### GIVEN RECORDS ###

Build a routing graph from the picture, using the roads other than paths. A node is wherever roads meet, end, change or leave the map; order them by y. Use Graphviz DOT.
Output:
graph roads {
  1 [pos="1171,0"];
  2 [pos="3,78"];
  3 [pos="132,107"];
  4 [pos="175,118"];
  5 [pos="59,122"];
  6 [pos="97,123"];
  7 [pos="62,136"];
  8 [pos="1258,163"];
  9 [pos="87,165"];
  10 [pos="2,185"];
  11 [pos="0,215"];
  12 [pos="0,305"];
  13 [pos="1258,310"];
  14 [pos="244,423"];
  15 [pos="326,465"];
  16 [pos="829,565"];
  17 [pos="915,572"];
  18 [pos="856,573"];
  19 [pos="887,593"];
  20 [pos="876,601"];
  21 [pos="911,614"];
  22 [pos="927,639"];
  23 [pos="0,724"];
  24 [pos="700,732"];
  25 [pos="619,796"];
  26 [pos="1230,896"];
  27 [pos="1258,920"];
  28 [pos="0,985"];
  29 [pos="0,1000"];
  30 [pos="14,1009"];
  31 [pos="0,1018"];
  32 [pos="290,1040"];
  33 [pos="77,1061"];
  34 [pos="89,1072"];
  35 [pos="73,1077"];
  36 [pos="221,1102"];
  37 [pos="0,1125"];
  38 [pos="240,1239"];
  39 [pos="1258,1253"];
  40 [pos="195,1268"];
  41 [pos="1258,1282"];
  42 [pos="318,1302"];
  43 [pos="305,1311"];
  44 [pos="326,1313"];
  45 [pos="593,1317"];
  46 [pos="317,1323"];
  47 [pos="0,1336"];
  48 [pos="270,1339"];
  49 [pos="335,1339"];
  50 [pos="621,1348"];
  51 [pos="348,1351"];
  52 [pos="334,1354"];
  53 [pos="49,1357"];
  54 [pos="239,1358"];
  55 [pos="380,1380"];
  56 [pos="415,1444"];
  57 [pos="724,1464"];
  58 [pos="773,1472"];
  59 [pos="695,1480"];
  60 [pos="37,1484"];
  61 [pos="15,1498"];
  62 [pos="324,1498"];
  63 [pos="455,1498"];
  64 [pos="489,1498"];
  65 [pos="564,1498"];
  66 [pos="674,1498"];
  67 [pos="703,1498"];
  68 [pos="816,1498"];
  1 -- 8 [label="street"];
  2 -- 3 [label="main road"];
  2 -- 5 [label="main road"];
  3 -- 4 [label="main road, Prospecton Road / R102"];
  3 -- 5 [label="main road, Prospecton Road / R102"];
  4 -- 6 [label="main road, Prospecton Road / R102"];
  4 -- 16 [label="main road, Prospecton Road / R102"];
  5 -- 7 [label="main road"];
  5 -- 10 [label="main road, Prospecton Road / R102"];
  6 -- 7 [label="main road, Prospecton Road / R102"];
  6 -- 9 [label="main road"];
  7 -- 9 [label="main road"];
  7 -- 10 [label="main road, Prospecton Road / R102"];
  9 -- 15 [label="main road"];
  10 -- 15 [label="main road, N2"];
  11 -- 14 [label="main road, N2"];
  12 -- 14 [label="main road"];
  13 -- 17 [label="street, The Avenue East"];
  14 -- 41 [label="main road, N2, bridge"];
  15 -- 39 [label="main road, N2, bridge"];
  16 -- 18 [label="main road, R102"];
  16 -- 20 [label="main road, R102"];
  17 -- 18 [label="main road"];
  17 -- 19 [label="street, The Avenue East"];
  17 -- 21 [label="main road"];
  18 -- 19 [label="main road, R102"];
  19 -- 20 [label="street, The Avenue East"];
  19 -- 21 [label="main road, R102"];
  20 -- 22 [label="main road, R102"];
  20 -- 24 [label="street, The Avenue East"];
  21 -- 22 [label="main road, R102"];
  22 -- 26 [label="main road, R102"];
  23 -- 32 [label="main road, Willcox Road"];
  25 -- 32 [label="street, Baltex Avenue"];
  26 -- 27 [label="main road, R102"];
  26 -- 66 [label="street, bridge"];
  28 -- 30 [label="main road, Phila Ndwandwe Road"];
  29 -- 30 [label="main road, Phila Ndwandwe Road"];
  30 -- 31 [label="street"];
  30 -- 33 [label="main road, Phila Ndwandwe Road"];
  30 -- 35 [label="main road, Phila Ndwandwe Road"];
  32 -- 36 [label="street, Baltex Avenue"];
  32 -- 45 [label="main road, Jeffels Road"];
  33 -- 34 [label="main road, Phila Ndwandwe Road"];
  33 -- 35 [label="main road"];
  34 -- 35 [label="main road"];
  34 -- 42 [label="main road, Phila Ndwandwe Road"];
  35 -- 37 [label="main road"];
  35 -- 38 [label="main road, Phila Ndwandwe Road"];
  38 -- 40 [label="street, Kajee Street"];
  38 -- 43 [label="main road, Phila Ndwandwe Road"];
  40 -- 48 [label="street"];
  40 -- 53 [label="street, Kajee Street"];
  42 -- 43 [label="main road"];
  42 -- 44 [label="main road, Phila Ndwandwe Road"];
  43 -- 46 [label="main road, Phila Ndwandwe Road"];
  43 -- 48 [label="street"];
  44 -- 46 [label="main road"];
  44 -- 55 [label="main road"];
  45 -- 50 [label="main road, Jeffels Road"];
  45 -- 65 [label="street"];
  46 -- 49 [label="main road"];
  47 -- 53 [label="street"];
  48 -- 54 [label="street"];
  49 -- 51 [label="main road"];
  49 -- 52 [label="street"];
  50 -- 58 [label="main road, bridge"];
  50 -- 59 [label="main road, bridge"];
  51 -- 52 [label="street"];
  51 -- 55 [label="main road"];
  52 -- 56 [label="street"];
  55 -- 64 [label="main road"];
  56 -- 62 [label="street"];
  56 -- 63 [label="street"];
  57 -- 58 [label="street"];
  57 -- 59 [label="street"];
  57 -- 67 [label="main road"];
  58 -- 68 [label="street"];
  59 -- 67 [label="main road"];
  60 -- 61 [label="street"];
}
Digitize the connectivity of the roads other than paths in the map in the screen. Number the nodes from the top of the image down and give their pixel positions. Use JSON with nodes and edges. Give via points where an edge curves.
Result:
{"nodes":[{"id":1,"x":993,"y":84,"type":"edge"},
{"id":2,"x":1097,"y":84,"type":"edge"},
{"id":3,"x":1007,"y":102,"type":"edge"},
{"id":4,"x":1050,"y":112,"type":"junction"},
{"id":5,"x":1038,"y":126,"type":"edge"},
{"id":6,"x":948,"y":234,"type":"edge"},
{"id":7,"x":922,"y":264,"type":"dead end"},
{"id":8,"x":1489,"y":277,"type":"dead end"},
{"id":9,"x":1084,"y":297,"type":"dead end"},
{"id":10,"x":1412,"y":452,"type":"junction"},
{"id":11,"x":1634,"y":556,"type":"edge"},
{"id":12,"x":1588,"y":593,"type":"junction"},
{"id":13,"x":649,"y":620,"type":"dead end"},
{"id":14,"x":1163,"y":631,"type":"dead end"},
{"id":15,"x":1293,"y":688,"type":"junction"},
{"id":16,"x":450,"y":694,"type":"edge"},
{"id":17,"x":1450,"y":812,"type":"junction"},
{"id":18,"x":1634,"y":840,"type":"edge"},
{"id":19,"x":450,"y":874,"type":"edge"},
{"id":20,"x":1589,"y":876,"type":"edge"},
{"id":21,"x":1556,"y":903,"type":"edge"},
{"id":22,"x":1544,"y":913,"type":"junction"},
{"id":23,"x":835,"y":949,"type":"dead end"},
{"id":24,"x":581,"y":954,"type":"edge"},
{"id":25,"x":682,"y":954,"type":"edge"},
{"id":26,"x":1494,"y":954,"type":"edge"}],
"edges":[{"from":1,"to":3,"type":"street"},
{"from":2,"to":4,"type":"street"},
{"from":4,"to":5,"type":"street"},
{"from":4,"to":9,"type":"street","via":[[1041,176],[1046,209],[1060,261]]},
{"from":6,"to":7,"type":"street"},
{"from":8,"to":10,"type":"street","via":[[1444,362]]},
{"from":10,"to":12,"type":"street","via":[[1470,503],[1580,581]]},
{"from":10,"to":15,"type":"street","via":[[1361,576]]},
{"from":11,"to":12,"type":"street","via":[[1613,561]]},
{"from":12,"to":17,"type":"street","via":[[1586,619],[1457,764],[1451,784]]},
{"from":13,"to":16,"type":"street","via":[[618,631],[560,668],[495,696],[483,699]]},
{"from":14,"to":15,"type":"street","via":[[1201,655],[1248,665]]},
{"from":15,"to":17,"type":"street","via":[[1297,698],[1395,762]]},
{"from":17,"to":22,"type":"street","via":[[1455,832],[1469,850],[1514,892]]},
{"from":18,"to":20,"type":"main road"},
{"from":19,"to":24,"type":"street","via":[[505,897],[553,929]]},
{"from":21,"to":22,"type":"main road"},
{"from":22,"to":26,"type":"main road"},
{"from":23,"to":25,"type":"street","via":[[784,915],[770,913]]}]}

###

EXERCISE BRIEF:
Among the lines above, find those with the word "than". Copy them.

OUTPUT BELOW:
Build a routing graph from the picture, using the roads other than paths. A node is wherever roads meet, end, change or leave the map; order them by y. Use Graphviz DOT.
Digitize the connectivity of the roads other than paths in the map in the screen. Number the nodes from the top of the image down and give their pixel positions. Use JSON with nodes and edges. Give via points where an edge curves.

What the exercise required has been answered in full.